** Task instructions **
Going line by line through the entries, count those containing "numbered" and state only the result.

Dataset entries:

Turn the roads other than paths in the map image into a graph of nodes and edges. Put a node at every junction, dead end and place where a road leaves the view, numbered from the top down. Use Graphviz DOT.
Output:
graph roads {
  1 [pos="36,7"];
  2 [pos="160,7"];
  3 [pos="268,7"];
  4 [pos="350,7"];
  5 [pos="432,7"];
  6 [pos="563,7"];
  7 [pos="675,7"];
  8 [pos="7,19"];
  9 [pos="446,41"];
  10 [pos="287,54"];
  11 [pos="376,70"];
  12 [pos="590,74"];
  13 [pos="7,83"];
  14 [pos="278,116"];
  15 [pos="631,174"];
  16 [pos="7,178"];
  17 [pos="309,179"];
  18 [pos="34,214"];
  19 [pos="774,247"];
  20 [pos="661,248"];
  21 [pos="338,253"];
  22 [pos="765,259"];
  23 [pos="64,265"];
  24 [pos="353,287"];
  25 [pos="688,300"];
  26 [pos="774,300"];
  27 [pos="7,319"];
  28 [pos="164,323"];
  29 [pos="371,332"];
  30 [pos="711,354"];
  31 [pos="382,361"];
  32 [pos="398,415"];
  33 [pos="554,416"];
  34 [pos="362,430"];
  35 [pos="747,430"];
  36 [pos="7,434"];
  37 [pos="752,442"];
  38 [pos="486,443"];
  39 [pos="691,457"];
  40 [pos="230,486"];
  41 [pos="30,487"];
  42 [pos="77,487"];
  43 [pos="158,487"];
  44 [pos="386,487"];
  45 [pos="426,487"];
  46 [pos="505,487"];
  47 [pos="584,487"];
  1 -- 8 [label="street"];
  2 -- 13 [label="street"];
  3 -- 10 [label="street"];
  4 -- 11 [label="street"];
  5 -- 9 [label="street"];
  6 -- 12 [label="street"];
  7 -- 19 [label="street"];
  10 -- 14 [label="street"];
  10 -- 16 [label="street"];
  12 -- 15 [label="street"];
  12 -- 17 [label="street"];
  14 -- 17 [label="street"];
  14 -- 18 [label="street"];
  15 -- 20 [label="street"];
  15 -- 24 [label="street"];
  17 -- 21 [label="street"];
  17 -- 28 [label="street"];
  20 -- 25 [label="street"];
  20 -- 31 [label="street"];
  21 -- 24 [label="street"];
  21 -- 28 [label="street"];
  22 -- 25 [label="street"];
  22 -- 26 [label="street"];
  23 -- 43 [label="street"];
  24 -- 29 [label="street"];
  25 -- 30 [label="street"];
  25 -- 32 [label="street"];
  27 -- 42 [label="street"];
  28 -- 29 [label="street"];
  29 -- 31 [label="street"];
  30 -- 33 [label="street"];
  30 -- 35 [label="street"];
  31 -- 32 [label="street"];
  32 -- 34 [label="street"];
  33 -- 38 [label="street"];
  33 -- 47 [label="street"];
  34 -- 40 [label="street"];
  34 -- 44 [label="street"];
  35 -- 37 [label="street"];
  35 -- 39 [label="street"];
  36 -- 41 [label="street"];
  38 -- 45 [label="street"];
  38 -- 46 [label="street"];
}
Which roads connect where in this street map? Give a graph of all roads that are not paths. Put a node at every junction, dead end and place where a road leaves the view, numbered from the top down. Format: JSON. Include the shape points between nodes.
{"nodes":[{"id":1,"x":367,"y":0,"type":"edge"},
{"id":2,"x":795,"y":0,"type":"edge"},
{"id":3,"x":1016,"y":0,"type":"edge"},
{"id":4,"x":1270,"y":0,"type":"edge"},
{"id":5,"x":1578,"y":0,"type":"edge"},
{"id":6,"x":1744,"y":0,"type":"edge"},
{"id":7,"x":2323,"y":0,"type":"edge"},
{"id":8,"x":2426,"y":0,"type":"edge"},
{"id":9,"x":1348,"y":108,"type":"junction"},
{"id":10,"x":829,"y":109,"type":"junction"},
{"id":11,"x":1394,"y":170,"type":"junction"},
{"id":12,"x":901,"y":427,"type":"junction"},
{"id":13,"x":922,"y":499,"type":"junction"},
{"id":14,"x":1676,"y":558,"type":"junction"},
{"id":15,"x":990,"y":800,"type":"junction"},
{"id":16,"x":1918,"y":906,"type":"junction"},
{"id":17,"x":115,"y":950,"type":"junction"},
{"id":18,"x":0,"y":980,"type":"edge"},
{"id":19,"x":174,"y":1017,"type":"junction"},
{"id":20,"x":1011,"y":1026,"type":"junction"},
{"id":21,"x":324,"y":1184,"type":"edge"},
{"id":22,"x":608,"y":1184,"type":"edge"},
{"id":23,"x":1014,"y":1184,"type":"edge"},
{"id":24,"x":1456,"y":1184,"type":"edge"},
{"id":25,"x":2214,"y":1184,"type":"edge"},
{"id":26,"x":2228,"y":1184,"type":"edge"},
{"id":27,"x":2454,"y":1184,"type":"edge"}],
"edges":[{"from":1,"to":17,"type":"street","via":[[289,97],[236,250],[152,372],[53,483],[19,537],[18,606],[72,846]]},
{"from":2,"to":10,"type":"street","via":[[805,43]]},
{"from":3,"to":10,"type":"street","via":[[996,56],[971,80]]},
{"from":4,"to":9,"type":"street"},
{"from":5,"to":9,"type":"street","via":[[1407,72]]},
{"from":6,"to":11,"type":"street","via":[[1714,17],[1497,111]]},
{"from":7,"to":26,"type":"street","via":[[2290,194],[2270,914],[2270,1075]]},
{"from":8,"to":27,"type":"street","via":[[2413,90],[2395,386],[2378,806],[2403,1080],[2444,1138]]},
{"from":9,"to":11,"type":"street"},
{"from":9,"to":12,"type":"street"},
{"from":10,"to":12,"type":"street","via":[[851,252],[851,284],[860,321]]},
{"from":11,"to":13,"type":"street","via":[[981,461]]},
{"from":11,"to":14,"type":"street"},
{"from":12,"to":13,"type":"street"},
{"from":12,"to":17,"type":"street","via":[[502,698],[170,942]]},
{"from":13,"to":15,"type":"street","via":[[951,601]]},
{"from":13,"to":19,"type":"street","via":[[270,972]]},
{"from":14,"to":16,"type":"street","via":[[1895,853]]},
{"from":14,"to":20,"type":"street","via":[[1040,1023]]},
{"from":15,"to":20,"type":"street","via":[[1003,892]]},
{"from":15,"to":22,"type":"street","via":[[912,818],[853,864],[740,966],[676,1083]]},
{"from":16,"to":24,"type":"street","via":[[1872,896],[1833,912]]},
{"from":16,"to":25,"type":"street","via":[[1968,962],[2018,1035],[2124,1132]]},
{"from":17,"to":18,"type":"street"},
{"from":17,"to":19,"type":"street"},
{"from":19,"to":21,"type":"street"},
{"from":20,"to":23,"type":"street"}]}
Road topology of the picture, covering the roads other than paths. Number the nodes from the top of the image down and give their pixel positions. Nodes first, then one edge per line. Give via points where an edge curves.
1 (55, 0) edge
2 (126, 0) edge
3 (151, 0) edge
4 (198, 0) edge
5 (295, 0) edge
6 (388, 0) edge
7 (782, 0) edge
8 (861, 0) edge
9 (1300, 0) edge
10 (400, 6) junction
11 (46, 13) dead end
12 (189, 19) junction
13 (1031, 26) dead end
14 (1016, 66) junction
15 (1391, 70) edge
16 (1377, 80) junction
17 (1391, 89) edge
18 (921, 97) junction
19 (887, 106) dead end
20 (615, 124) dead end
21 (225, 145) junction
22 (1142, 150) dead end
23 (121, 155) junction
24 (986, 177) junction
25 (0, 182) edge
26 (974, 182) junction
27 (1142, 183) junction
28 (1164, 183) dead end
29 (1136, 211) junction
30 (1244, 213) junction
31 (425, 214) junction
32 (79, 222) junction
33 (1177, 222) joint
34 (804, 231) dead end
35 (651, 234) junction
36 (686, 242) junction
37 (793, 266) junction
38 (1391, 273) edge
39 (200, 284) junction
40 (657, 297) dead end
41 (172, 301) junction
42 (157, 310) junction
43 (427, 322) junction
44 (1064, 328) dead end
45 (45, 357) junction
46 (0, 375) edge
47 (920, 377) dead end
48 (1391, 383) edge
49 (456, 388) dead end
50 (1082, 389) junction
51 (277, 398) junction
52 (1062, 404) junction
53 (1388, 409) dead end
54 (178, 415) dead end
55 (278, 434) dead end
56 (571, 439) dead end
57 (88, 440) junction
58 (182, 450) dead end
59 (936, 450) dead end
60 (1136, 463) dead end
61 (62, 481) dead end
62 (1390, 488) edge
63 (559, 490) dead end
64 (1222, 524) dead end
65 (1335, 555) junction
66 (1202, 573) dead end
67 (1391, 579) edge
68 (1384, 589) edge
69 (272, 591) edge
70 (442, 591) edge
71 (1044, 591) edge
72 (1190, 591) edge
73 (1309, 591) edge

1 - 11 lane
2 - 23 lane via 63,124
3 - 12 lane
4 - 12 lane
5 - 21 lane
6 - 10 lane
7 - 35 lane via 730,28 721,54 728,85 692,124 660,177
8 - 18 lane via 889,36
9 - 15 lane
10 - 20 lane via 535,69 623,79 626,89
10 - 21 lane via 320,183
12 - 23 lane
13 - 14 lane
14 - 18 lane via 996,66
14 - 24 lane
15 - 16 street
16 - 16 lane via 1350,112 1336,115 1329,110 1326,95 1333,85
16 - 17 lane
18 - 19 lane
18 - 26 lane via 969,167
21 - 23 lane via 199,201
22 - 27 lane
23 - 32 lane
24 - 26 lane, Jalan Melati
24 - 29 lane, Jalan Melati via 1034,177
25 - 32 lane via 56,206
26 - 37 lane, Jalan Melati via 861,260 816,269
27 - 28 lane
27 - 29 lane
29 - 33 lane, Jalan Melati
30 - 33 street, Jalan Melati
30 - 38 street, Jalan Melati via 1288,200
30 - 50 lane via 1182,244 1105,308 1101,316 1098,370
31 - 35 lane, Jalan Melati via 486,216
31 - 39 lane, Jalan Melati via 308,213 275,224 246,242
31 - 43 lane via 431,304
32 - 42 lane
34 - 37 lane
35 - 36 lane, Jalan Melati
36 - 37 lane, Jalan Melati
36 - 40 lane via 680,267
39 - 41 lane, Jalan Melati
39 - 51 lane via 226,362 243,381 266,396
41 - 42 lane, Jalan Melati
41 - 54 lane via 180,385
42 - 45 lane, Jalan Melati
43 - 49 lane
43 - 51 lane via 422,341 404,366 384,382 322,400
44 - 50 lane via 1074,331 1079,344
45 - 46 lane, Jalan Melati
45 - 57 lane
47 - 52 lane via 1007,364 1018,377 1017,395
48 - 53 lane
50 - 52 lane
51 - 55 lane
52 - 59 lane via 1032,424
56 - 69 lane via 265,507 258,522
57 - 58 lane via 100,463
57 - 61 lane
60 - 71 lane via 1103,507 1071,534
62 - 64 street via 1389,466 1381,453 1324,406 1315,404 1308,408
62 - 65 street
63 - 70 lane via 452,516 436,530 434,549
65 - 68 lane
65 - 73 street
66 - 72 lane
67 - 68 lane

** Task solution **
2